O interesse nacional - mesmo que misturado com negócios de amigos - é o interesse nacional. No que a Angola toca, esse interesse não é nem pode ser uma mera contabilidade na balança de transações comerciais, mas algo mais profundo, dado coincidir com a manutenção de uma presença lusófona que o Brasil, gigante sem vontade, se recusa actualizar. Fomos expulsos de Angola pela pressão conjugada da inabilidade e falta de percepção norte-americana e pelo expansionismo soviético. Depois, ao longo de quase três décadas, confundimos os negócios com o MPLA e as negociatas de diamantes com a UNITA com as relações entre os dois Estados, a tal ponto que nos deixamos envolver num verdadeiro festim canibal em que muitos dos nossos governantes sujaram a reputação portuguesa. A evidência do que as tv's debitam é que o momento chinês passou, a França não entrou, a África do Sul tornou-se rival de Angola e com ela disputa influência na África Austral. É o momento - o primeiro em 30 anos - para canalizar tanto dinheiro que no Brasil tem sido semeado, mas que não acrescenta um grama ao aborto dos abraços e juras de amor que não conseguiram, sequer, dar corpo à comatosa CPLP. Não podemos confundir as lutas intestinas portuguesas com o interesse em abrir, de novo, Angola à presença portuguesa.
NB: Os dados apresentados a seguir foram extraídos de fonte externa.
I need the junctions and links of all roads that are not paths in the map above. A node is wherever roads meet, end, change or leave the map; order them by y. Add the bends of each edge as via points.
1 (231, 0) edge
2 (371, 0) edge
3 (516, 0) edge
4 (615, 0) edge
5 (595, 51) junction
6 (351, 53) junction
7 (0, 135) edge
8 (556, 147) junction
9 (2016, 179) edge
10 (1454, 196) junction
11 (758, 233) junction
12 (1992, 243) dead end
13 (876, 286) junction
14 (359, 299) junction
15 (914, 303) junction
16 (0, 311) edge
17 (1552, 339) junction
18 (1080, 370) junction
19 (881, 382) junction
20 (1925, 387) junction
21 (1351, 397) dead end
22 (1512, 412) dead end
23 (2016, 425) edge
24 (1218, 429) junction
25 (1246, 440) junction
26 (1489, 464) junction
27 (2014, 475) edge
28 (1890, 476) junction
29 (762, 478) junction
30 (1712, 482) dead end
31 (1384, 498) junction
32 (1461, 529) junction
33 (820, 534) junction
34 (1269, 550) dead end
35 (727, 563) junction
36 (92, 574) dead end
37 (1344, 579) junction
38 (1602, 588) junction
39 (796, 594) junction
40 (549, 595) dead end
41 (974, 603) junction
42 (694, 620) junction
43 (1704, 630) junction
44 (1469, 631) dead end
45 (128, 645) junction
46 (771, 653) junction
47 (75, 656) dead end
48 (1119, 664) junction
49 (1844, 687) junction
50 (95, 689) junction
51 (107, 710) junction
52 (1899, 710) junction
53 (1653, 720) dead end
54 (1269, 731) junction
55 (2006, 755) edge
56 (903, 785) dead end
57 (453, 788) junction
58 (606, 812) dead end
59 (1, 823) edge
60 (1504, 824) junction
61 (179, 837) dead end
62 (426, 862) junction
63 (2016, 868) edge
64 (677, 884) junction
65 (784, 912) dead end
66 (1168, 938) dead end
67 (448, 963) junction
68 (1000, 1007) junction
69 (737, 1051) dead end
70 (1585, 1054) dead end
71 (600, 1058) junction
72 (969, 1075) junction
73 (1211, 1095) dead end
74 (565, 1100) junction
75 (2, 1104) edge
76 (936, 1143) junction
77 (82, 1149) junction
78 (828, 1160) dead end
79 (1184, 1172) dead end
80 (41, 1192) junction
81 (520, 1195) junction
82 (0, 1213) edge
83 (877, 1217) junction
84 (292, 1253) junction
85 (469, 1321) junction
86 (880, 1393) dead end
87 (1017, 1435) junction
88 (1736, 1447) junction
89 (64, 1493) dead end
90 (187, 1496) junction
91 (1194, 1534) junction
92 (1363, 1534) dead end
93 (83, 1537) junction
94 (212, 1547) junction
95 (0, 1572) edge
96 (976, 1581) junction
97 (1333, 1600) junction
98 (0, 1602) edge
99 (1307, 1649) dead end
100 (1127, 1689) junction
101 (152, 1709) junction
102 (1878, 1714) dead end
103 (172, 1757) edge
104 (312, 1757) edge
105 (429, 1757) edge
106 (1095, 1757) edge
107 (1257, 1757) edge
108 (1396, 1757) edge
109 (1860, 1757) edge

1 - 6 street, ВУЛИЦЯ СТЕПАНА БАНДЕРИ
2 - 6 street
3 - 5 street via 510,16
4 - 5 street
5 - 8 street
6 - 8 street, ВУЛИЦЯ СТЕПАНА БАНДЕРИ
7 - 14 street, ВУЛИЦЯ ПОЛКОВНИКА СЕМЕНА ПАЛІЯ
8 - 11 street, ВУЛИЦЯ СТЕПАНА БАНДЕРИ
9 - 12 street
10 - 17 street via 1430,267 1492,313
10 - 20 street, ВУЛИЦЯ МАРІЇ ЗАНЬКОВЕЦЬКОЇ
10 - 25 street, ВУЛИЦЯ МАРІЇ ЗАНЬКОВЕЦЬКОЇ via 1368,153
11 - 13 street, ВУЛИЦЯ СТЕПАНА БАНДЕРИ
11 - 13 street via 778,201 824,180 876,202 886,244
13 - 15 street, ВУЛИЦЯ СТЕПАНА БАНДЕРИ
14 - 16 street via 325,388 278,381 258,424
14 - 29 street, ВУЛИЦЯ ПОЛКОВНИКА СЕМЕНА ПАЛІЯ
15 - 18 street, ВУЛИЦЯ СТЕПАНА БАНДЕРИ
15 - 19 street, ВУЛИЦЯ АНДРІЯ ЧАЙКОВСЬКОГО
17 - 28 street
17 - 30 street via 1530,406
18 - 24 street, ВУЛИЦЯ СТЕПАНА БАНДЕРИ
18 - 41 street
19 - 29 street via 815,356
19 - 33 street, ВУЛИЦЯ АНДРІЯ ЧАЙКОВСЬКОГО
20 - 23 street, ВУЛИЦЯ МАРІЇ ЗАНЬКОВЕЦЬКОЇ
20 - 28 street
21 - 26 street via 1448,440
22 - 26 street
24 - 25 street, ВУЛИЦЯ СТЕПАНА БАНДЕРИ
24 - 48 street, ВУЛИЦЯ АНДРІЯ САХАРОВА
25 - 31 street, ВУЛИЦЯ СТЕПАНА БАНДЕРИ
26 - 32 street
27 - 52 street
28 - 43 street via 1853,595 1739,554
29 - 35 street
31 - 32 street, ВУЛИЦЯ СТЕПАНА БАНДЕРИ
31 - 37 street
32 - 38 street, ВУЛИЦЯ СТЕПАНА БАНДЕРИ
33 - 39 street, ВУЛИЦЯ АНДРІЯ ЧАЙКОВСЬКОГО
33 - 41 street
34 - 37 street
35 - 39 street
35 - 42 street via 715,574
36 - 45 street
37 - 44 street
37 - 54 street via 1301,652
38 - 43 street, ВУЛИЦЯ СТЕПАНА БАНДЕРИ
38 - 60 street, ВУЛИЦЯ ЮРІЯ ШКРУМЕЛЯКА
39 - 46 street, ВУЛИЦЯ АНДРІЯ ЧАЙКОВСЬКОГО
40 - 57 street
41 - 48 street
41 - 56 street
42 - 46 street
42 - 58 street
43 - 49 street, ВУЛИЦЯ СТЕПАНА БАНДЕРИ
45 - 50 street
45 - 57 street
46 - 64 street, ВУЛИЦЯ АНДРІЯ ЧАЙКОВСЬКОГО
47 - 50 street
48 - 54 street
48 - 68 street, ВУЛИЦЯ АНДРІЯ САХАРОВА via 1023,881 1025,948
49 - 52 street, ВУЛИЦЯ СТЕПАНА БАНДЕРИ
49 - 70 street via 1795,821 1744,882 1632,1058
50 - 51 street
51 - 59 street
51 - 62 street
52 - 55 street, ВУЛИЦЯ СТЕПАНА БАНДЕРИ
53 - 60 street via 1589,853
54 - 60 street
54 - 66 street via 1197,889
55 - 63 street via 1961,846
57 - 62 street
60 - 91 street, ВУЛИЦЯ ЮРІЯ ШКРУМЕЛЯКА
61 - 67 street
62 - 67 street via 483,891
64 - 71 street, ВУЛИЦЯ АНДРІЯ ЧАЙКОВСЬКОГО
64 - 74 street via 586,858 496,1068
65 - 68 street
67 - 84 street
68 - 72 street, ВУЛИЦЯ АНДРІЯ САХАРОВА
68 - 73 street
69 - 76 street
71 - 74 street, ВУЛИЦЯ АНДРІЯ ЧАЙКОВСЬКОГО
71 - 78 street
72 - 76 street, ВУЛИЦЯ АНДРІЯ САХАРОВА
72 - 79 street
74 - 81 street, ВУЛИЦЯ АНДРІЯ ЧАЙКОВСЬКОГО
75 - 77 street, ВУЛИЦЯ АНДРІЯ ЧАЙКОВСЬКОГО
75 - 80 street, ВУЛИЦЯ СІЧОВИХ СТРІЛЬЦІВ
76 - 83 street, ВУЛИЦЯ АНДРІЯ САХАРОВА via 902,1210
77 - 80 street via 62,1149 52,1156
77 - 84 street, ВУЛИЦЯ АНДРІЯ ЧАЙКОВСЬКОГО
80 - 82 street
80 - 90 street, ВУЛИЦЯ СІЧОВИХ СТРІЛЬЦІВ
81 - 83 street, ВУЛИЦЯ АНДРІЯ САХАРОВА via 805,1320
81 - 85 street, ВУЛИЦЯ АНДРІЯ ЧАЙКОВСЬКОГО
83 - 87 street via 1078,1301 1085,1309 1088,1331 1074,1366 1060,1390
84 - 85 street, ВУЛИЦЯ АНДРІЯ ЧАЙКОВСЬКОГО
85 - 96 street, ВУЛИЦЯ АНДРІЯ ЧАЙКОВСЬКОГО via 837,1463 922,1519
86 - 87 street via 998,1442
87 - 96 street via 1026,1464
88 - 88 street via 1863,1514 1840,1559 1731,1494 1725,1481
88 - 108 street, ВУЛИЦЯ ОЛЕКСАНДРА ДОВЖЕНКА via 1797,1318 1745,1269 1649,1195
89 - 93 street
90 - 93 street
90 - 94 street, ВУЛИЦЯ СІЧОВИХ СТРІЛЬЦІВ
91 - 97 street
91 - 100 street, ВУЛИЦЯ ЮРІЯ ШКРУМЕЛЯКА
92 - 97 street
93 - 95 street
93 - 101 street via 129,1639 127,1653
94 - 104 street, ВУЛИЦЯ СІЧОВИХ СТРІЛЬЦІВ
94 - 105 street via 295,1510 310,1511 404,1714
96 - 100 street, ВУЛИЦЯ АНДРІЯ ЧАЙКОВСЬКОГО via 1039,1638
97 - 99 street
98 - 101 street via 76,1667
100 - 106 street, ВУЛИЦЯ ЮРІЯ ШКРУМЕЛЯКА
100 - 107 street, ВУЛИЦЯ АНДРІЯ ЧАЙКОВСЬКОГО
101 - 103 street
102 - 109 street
Angola - o PALOP que menos ama Portugal, digamo-lo com sinceridade - aprendeu com a lição dos cubanos, dos chineses e do chupismo dos europeus e está verdadeiramente motivada para esquecer os complexos de ex-colonizada. Falamos a mesma língua, temos uma história comum de meio milénio, partilhamos a mesma visão atlantista, somos complementares nos interesses económicos, pelo que não há que hesitar. Moçambique está demasiado perto da África do Sul, a Guiné Bissau não tem massa crítica, nem riquezas, nem mercado, S. Tomé é um pequeno protectorado português e Cabo Verde há muito que é, aceitem-no ou não, um segundo Estado português em África. Chegou o momento de regressar a Angola, imediatamente e em força.